As for your second problem, just write the equations of static equilibrium and solve for the unknown reactions. That's all there is to it.

19. Mar 2, 2015

### hdp12

right.. so is this or is this not correct,
ΣFy = 0: 0 = RBY + RAY -(Force determined from Moment)
Force determined from moment = M2/b
RAY=M2/b - RBY

20. Mar 2, 2015

### SteamKing

Staff Emeritus
It's not clear what these equations represent. Are they supposed to show the solution to the reactions for the OP?

21. Mar 2, 2015

### hdp12

I'm not familiar with the abbreviation OP, but the equations are supposed to determine the force from the moment and it's distance from point B, then conclude that the support reaction at A is the support reaction at B minus the force caused by the moment.

22. Mar 2, 2015

### SteamKing

Staff Emeritus
OP means "Original Post" or "Original Poster"; i.e., the first post in the thread or the person who created the thread.

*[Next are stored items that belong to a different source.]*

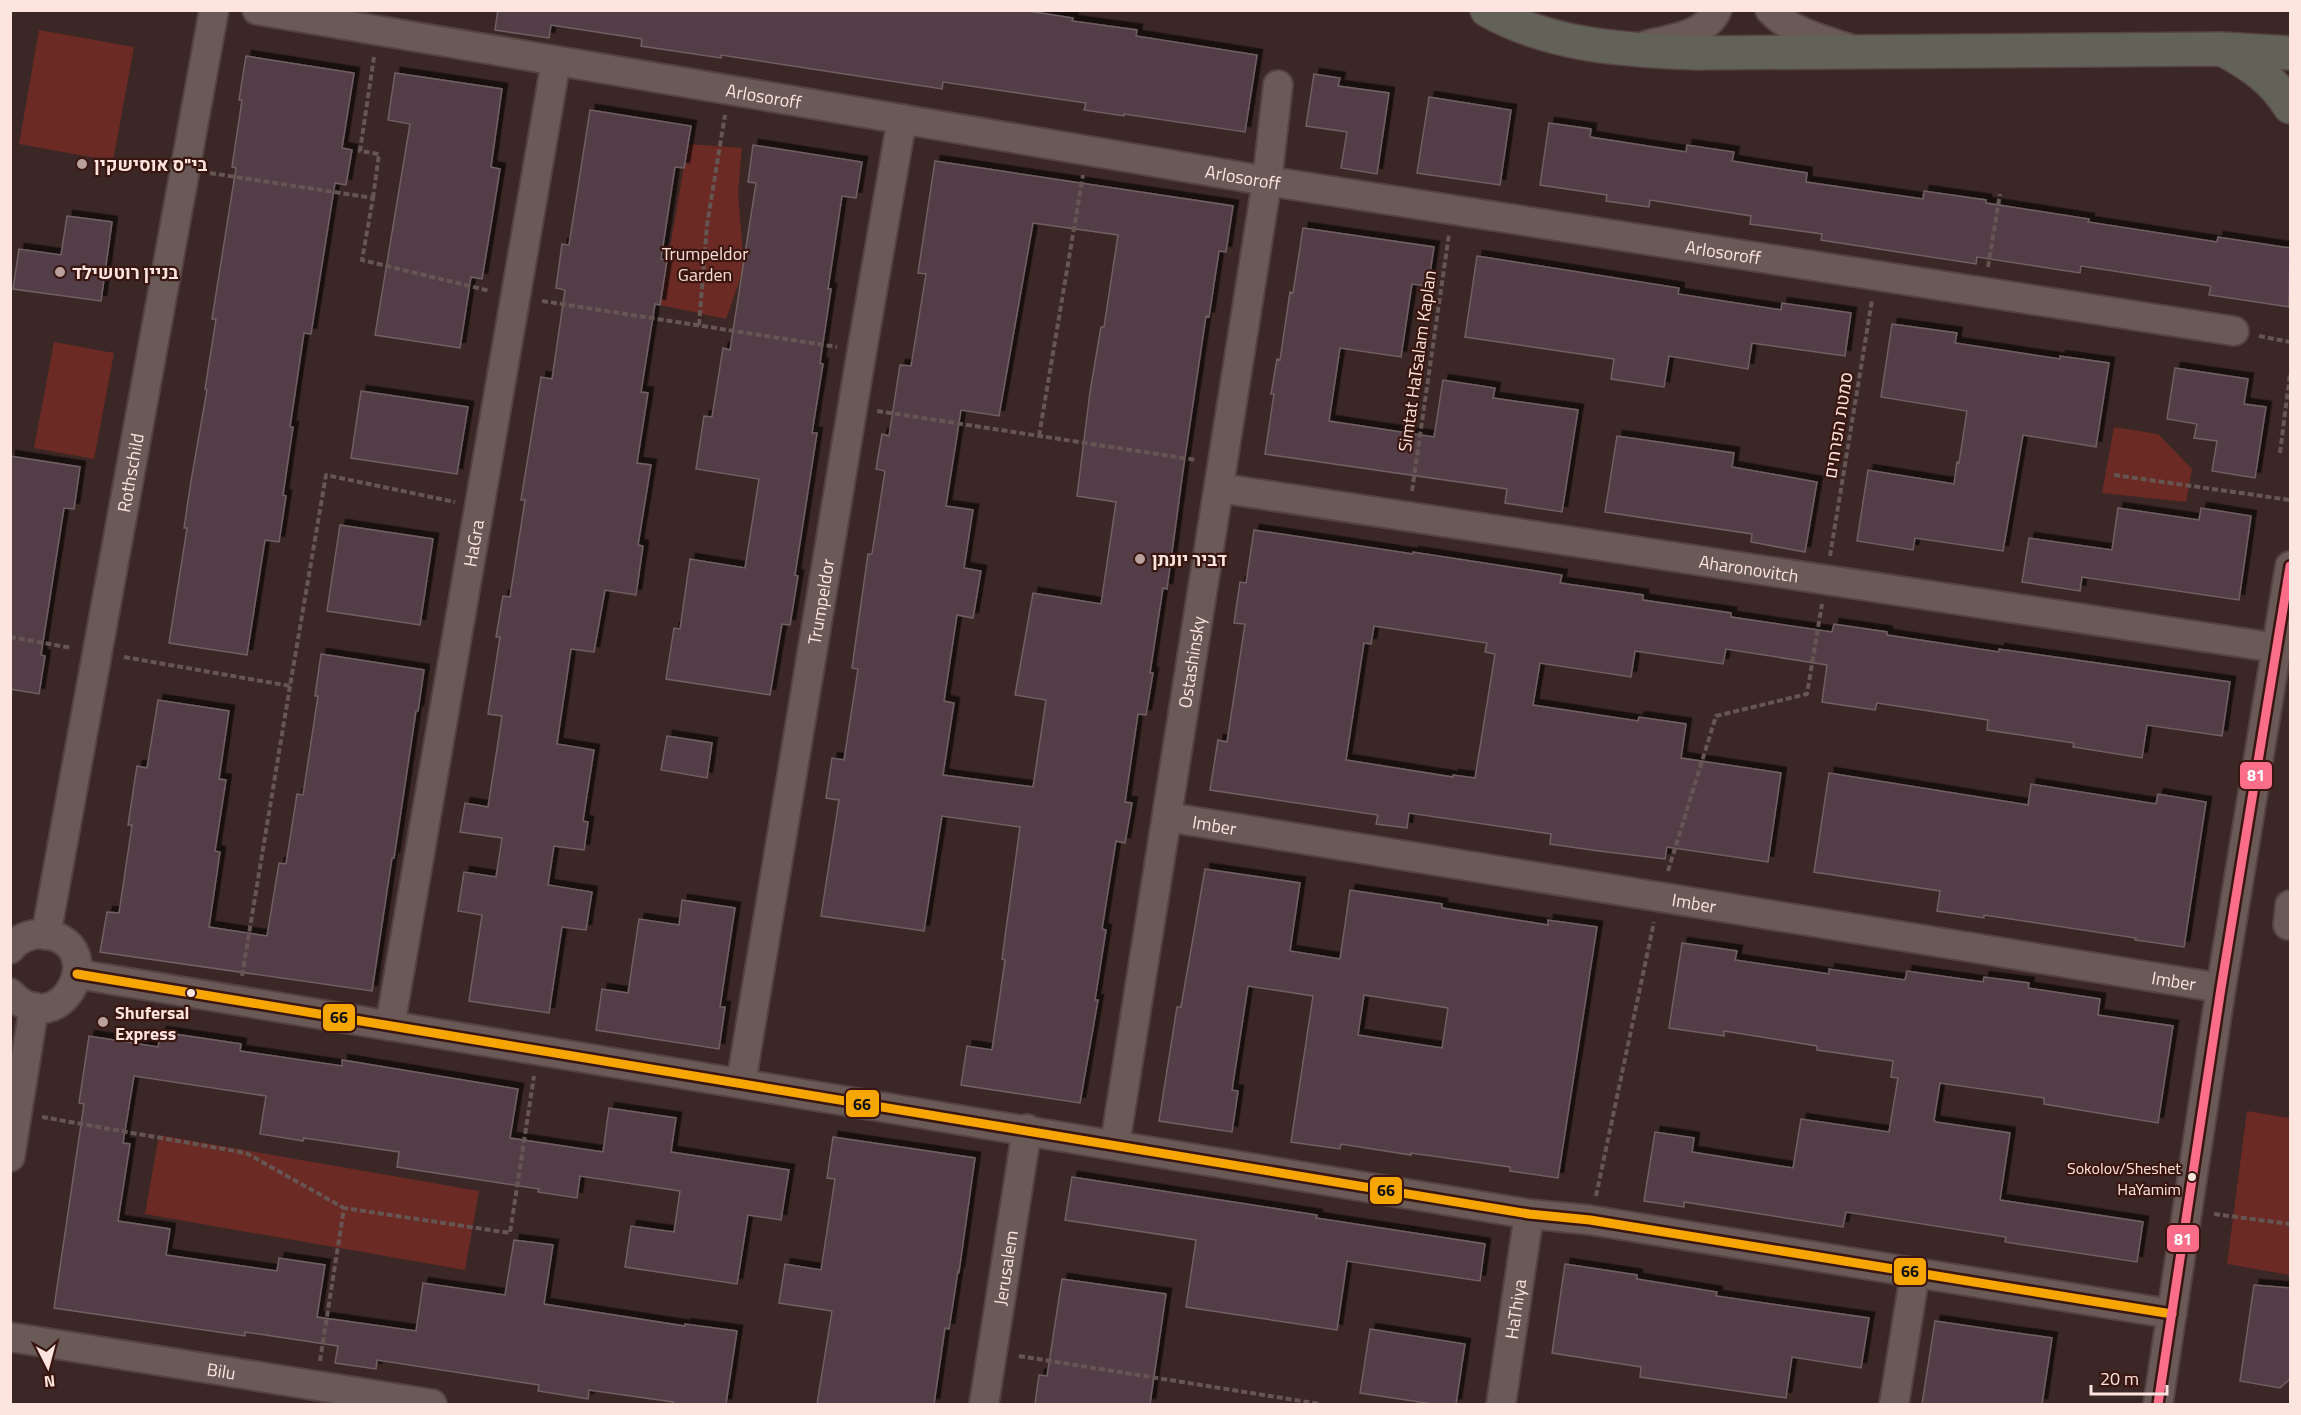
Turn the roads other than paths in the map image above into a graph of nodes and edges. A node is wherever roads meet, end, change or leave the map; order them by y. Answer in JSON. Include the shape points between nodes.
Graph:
{"nodes":[{"id":1,"x":214,"y":10,"type":"edge"},
{"id":2,"x":257,"y":10,"type":"edge"},
{"id":3,"x":1486,"y":10,"type":"edge"},
{"id":4,"x":1717,"y":10,"type":"edge"},
{"id":5,"x":1770,"y":10,"type":"edge"},
{"id":6,"x":2222,"y":49,"type":"junction"},
{"id":7,"x":1630,"y":50,"type":"junction"},
{"id":8,"x":1859,"y":52,"type":"junction"},
{"id":9,"x":2290,"y":53,"type":"edge"},
{"id":10,"x":556,"y":61,"type":"junction"},
{"id":11,"x":1278,"y":85,"type":"dead end"},
{"id":12,"x":2290,"y":107,"type":"edge"},
{"id":13,"x":902,"y":119,"type":"junction"},
{"id":14,"x":1267,"y":181,"type":"junction"},
{"id":15,"x":2234,"y":331,"type":"dead end"},
{"id":16,"x":1221,"y":476,"type":"junction"},
{"id":17,"x":2290,"y":566,"type":"edge"},
{"id":18,"x":2277,"y":648,"type":"junction"},
{"id":19,"x":1167,"y":817,"type":"junction"},
{"id":20,"x":46,"y":934,"type":"junction"},
{"id":21,"x":10,"y":949,"type":"edge"},
{"id":22,"x":77,"y":974,"type":"junction"},
{"id":23,"x":2221,"y":988,"type":"junction"},
{"id":24,"x":22,"y":1000,"type":"edge"},
{"id":25,"x":390,"y":1026,"type":"junction"},
{"id":26,"x":741,"y":1083,"type":"junction"},
{"id":27,"x":1027,"y":1130,"type":"junction"},
{"id":28,"x":1115,"y":1144,"type":"junction"},
{"id":29,"x":10,"y":1157,"type":"edge"},
{"id":30,"x":1529,"y":1214,"type":"junction"},
{"id":31,"x":1915,"y":1272,"type":"junction"},
{"id":32,"x":2172,"y":1314,"type":"junction"},
{"id":33,"x":10,"y":1337,"type":"edge"},
{"id":34,"x":432,"y":1404,"type":"edge"},
{"id":35,"x":984,"y":1404,"type":"edge"},
{"id":36,"x":1501,"y":1404,"type":"edge"},
{"id":37,"x":1894,"y":1404,"type":"edge"},
{"id":38,"x":2158,"y":1404,"type":"edge"}],
"edges":[{"from":1,"to":20,"type":"street","name":"Rothschild"},
{"from":2,"to":10,"type":"street","name":"Arlosoroff"},
{"from":3,"to":7,"type":"highway","via":[[1546,36]]},
{"from":4,"to":7,"type":"street","via":[[1702,28]]},
{"from":5,"to":8,"type":"street","via":[[1781,22],[1804,34]]},
{"from":6,"to":8,"type":"highway"},
{"from":6,"to":9,"type":"highway"},
{"from":6,"to":12,"type":"highway","via":[[2258,70]]},
{"from":7,"to":8,"type":"highway","via":[[1696,54]]},
{"from":10,"to":13,"type":"street","name":"Arlosoroff"},
{"from":10,"to":25,"type":"street","name":"HaGra"},
{"from":11,"to":14,"type":"street","name":"Ostashinsky"},
{"from":13,"to":14,"type":"street","name":"Arlosoroff"},
{"from":13,"to":26,"type":"street","name":"Trumpeldor"},
{"from":14,"to":15,"type":"street","name":"Arlosoroff"},
{"from":14,"to":16,"type":"street","name":"Ostashinsky"},
{"from":16,"to":18,"type":"street","name":"Aharonovitch","via":[[1408,517]]},
{"from":16,"to":19,"type":"street","name":"Ostashinsky"},
{"from":17,"to":18,"type":"street"},
{"from":18,"to":23,"type":"street"},
{"from":19,"to":23,"type":"street","name":"Imber"},
{"from":19,"to":28,"type":"street","name":"Ostashinsky"},
{"from":20,"to":21,"type":"street","via":[[27,936]]},
{"from":20,"to":22,"type":"street","via":[[70,948]]},
{"from":22,"to":24,"type":"street","via":[[67,997],[56,1004]]},
{"from":22,"to":25,"type":"street"},
{"from":23,"to":32,"type":"street"},
{"from":24,"to":29,"type":"street","via":[[18,1112]]},
{"from":25,"to":26,"type":"street"},
{"from":26,"to":27,"type":"street"},
{"from":27,"to":28,"type":"street"},
{"from":27,"to":35,"type":"street","name":"Jerusalem"},
{"from":28,"to":30,"type":"street"},
{"from":30,"to":31,"type":"street","via":[[1590,1220]]},
{"from":30,"to":36,"type":"street","name":"HaThiya"},
{"from":31,"to":32,"type":"street"},
{"from":31,"to":37,"type":"street"},
{"from":32,"to":38,"type":"street"},
{"from":33,"to":34,"type":"street","name":"Bilu"}]}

You just solved a problem where you calculated the reactions for such a situation. Why are you chasing your tail with this stuff?

23. Mar 2, 2015

### hdp12

yes, it's supposed to be a solution to the original post. I didn't think I was chasing my tail, and sorry if that's actually the case.. I just don't understand why the position of the moment on the body doesn't matter. There is significance in it's position, or the problem wouldn't have the first distance a and the second distance b, it would just make the whole length a single variable.

In order to solve for the support reaction at A, do you or do you not need to determine the force from the moment by dividing length b?

24. Mar 2, 2015

### SteamKing

Staff Emeritus
What happened to this solution to RBY?
@A, ΣM=0: M2-(a+b)RBY -> RBY=M2 / (a+b)

I thought you had solved the problem posted in the OP. Perhaps you should show your calculations for RAY and RBY here.

I think you confused my general observation about a moment divided by a distance = a force with being the solution to the reactions of the beam. That is not the case.

25. Mar 2, 2015

### hdp12

yes. RBY=M2/(a+b)

for the force equilibrium equations...
ΣFy=0: 0 =RAY + RBY - (M2/b)
RAY = (M2/b) - RBY

do you understand what I think I'm supposed to do?